People tend to form opinions, give advice, and pass on myths when they don’t actually have any personal experience. Much of the data they pass along hasn’t been fully inspected for truth even though it’s been passed on as truth.
Take urban legends, for example. A guy will swear to you that it was a friend of a friend’s sister who disappeared on prom night twenty years ago and that her ghost now hitchhikes along the lonely road between town and the old cemetery. You’ll hear that same story in multiple cities across the country. If you ask the guy to give you specific names and dates, he won’t be able to provide them, yet just moments ago he was passing on this falsehood as though it were truth.
Many years ago, I was told not to move to California because “it was so expensive and the people were very strange.” People who had never lived in California told me this!
The same phenomenon occurs with sales, and it’s given the whole profession and the skill itself a bad name. It’s a shame because everyone needs the skill of selling to get along in life, and the profession itself offers so much freedom and so many financial benefits. People continue to pass on the false information that selling is hard, that it’s difficult to depend on commissions, that selling is sleazy, that you’ll have to work long hours, that it isn’t a dependable profession, that you can’t rely on the income, and that it’s not considered a “real” job! It’s a shame, because selling as a profession offers a great deal of freedom and numerous financial benefits.

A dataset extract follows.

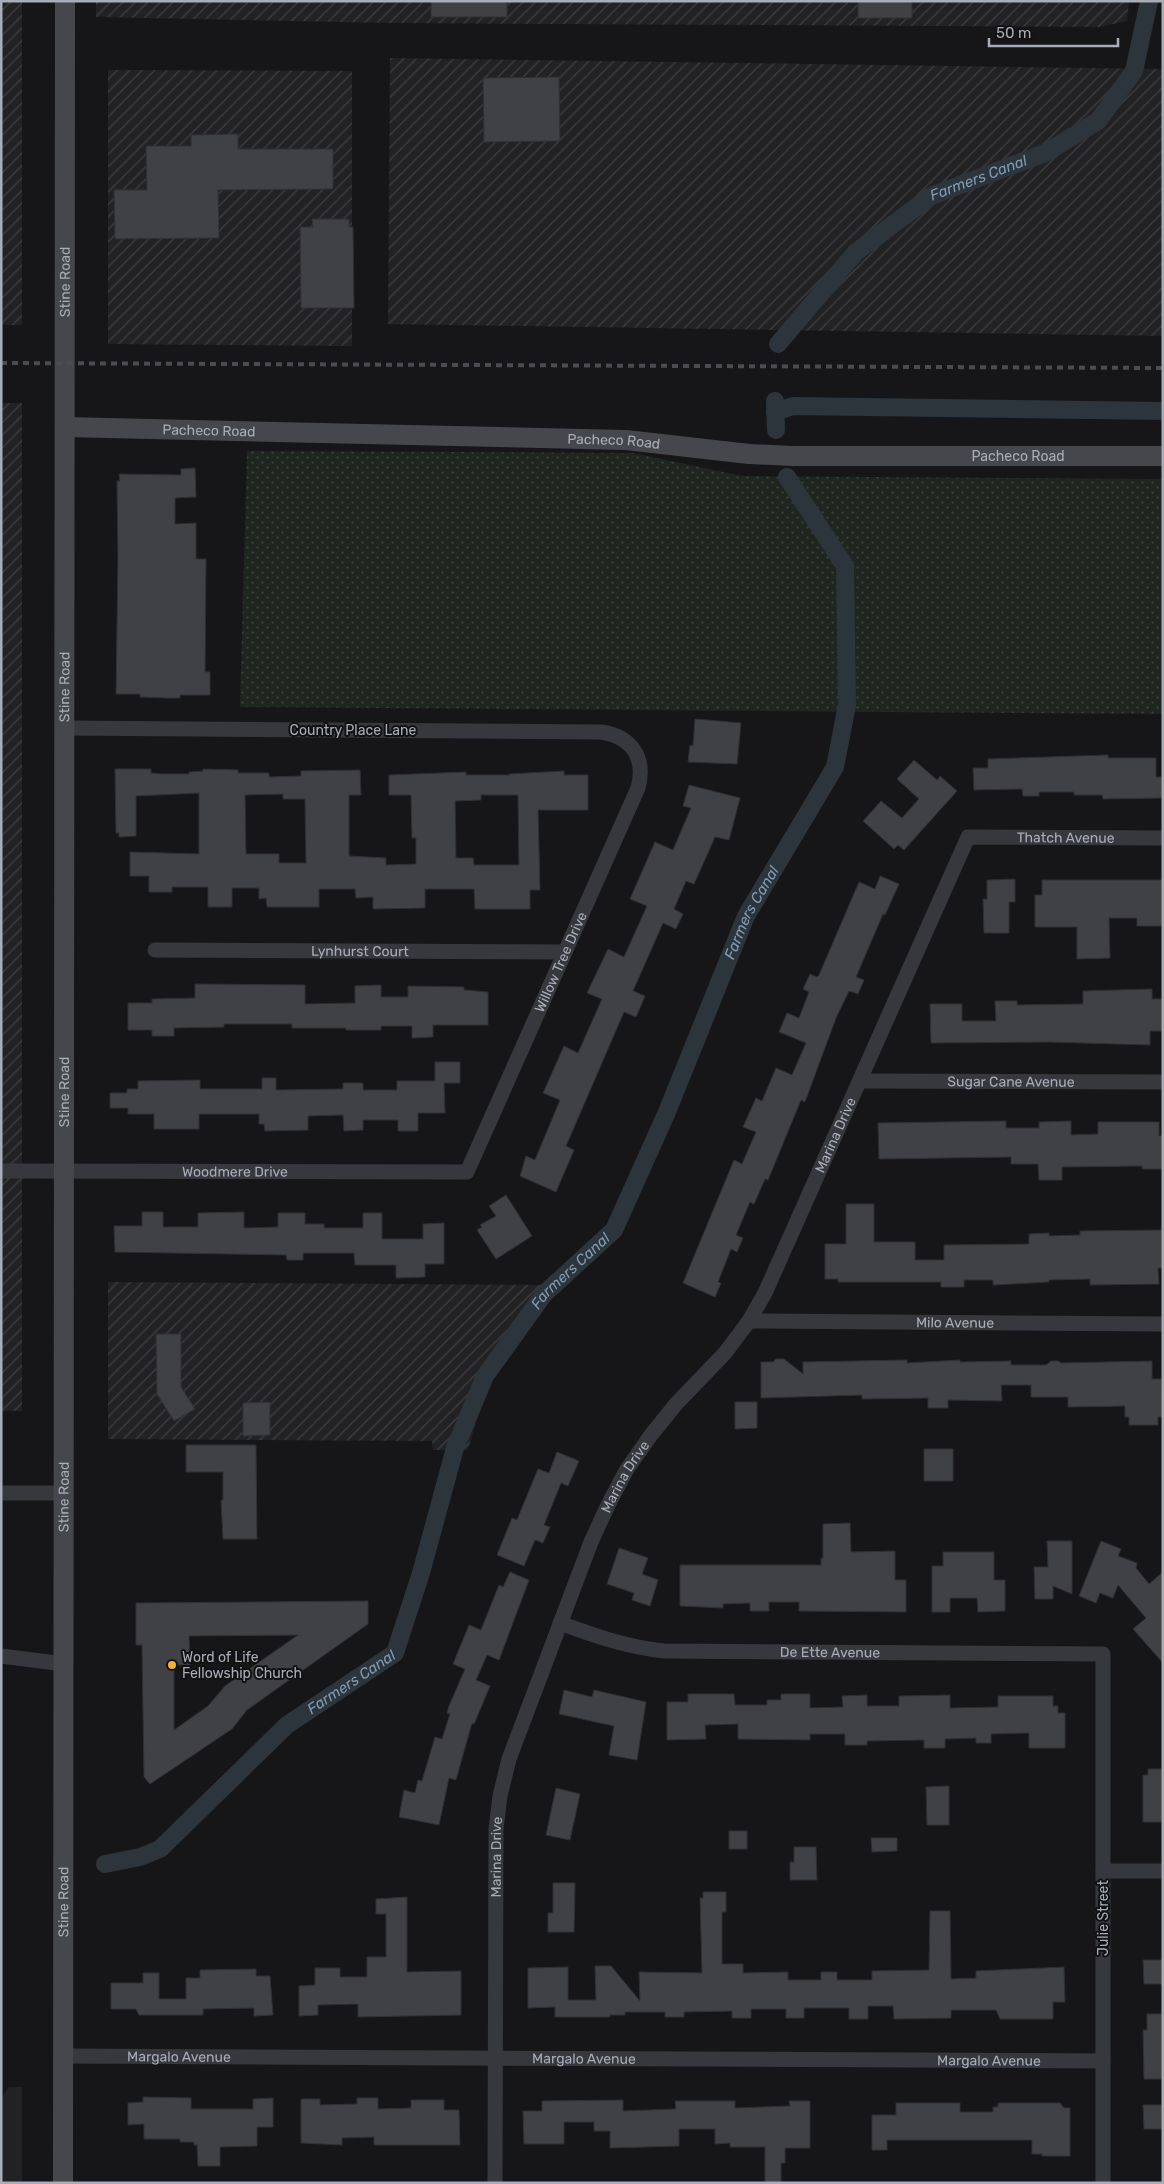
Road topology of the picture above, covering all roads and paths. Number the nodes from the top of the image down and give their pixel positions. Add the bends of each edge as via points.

Most of the perceptions people have regarding sales are very rarely based in reality. Certainly any negative images you might have had about salespeople are based on the past—which would suggest that they’re not particularly relevant to the present because they’re in the past. If I’m talking about selling, persuading, and negotiating, you might get an image of a past experience or something you were told about salespeople that would take you out of the present conversation. You would be relying on some past decision, advice, or opinion for your information. All images based on the past have very little value in the present and definitely no value in creating a future.
SELLING—CRITICAL TO SURVIVAL
Regardless of your preconceived opinions, ideas, or evaluations regarding sales and salespeople, you need to fully adopt the idea that you’re going to have to sell no matter what your position or job is in life. Whether you’re rich or poor, male or female, on salary or on commission, you’re always selling something to someone in order to advance. There is no exception to this rule and no way to escape it. But that doesn’t mean that you have to start wearing polyester slacks and white patent-leather shoes and talk fast and pressure people to do what you want them to do.

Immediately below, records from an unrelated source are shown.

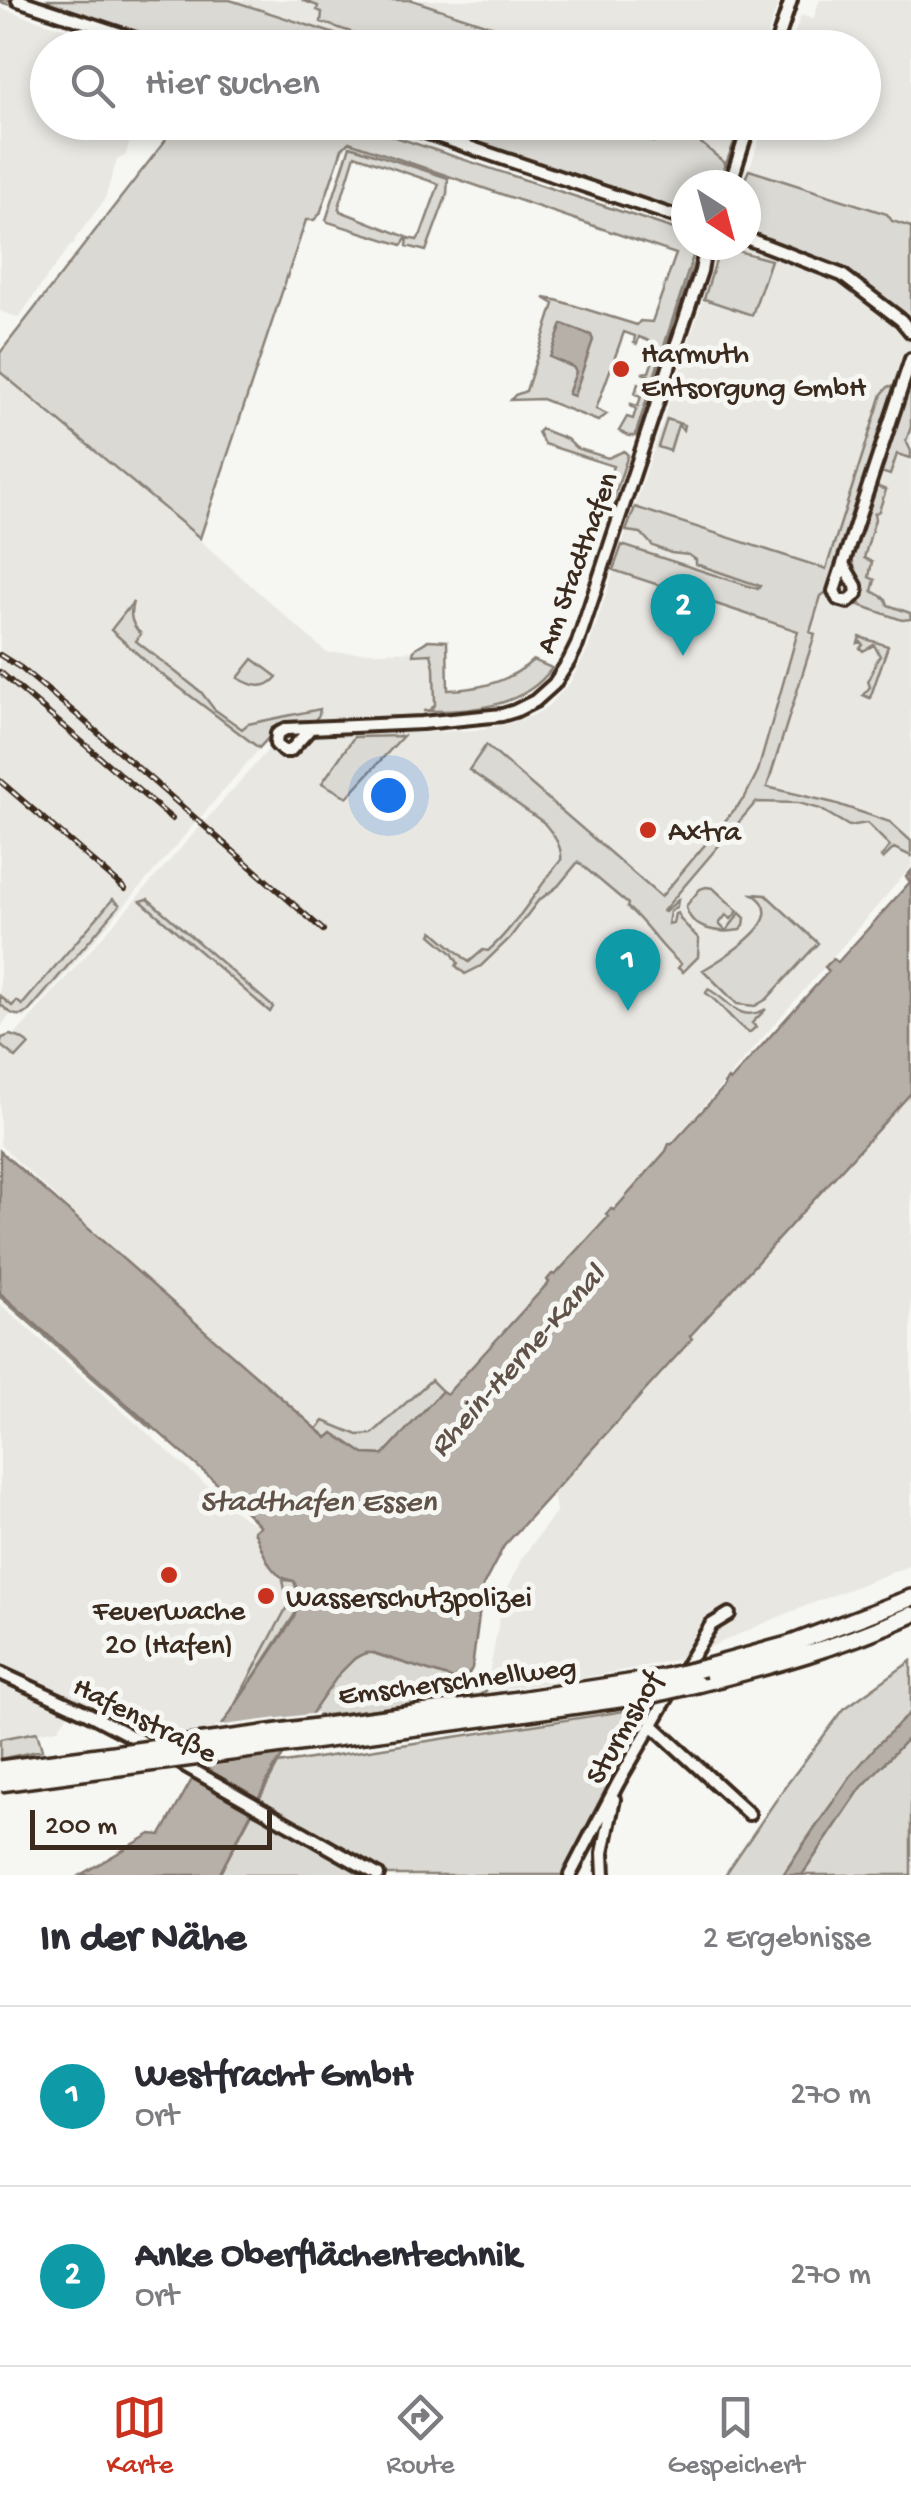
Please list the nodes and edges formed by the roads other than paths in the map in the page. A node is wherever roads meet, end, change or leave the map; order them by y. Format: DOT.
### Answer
graph roads {
  1 [pos="18,0"];
  2 [pos="791,0"];
  3 [pos="109,30"];
  4 [pos="781,30"];
  5 [pos="447,140"];
  6 [pos="744,140"];
  7 [pos="735,170"];
  8 [pos="671,215"];
  9 [pos="761,245"];
  10 [pos="704,260"];
  11 [pos="707,260"];
  12 [pos="702,270"];
  13 [pos="911,332"];
  14 [pos="911,359"];
  15 [pos="842,564"];
  16 [pos="309,730"];
  17 [pos="911,1598"];
  18 [pos="729,1614"];
  19 [pos="911,1615"];
  20 [pos="0,1673"];
  21 [pos="520,1707"];
  22 [pos="652,1725"];
  23 [pos="0,1769"];
  24 [pos="618,1783"];
  25 [pos="0,1784"];
  26 [pos="750,1814"];
  27 [pos="378,1875"];
  28 [pos="570,1875"];
  29 [pos="604,1875"];
  1 -- 3 [label="street"];
  2 -- 4 [label="street"];
  5 -- 8 [label="street"];
  6 -- 7 [label="street"];
  9 -- 13 [label="street"];
  10 -- 12 [label="street, Am Stadthafen"];
  11 -- 12 [label="street, Am Stadthafen"];
  12 -- 16 [label="street, Am Stadthafen"];
  14 -- 15 [label="street"];
  17 -- 21 [label="highway, Emscherschnellweg, bridge"];
  18 -- 22 [label="street, Sturmshof"];
  19 -- 21 [label="highway, Emscherschnellweg, bridge"];
  20 -- 27 [label="street, Hafenstraße"];
  21 -- 23 [label="highway, Emscherschnellweg, bridge"];
  21 -- 25 [label="highway, Emscherschnellweg, bridge"];
  22 -- 24 [label="street, Sturmshof"];
  22 -- 26 [label="street"];
  24 -- 28 [label="street, Sturmshof"];
  24 -- 29 [label="street"];
}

Take a moment to consider all the different roles you play in life. Let’s say you came up with wife, partner, employee, mom, teacher, church member, neighbor, friend, writer, and PTA president. I want you to look at each of these roles and observe how selling is involved in it. Maybe selling isn’t your full-time career and maybe you don’t get paid a monetary commission to sell products, but I assure you that you’ll see how selling will affect your success in each role more than any other single ability that you possess.
The receptionist who wants a raise, the actress who wants the part, the guy who wants the girl—all rely on selling themselves, whether they know it or not. A professional salesperson who depends on sales for his livelihood definitely needs to know how to do this thing called selling. When you’re driving to work and want to get off the freeway, you have to negotiate and sell the other drivers so you can access the off-ramp. When you find yourself buying a house and trying to convince the seller to sell at a lower price, you’re selling. When you go to the bank to get a loan, you’ll be selling the loan officers on why they should give you a loan. When the actor goes to an audition and hopes to get the part, no matter how well prepared he is, he’d better be able to convince the director that not only can he act, but he is the right guy for the part! Start preparing now because there’s no way to avoid the fact that you’ll need this skill to do well in life.